→ **Supplied data**

--- START ---

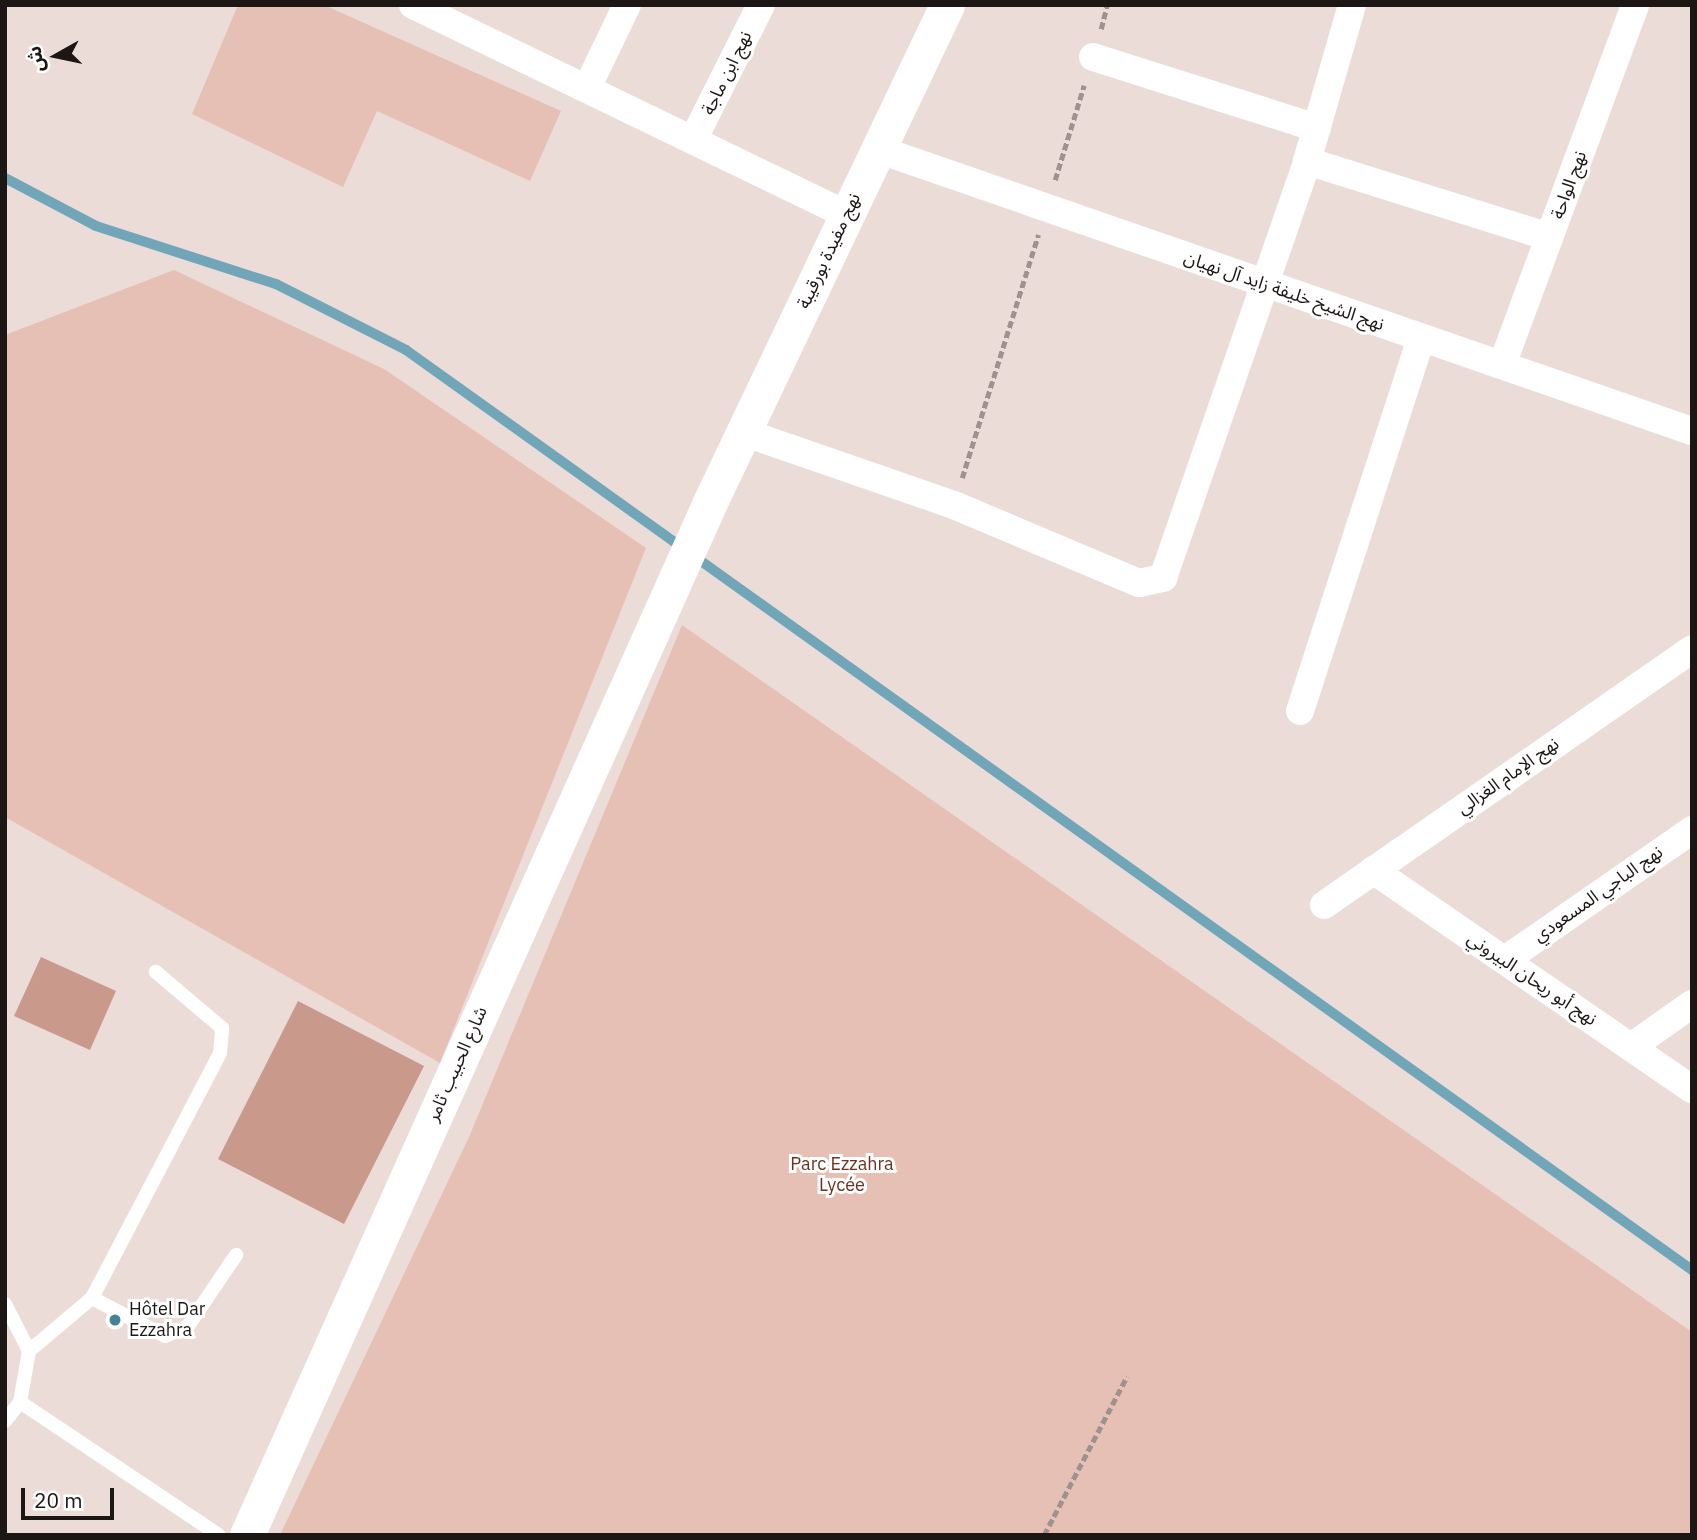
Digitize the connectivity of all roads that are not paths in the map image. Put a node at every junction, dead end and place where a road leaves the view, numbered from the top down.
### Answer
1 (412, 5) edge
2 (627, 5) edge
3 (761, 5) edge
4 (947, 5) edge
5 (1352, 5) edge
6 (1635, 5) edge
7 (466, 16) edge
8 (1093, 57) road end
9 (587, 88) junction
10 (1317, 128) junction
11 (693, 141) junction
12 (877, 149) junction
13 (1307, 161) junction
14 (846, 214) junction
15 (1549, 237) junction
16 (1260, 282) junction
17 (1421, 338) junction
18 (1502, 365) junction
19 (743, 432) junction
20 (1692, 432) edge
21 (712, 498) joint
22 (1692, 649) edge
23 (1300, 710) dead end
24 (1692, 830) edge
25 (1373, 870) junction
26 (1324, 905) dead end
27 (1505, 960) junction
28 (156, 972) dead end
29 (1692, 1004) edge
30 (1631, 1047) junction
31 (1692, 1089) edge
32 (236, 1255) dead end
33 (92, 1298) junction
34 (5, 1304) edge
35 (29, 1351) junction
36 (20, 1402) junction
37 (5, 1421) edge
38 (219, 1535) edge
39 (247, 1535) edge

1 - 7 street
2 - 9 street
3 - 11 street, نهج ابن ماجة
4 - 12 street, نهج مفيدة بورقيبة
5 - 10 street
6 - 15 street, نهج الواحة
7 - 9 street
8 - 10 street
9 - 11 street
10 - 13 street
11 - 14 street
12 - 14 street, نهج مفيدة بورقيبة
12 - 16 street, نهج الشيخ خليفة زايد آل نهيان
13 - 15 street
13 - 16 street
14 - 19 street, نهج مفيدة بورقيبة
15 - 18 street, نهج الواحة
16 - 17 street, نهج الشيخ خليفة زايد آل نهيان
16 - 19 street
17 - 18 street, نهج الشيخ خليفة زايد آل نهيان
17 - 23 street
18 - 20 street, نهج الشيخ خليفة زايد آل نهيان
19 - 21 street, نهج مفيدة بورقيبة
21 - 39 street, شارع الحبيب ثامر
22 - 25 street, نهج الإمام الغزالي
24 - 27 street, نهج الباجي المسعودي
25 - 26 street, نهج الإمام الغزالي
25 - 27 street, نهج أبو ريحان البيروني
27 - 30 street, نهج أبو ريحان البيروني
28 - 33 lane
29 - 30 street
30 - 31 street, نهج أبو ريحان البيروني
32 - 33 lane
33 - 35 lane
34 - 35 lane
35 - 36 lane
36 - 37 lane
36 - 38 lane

--- END ---

→ **What to work on**
Scan the entries for lines with the string "الغزالي". Report only how many there are.

→ **Solution**
2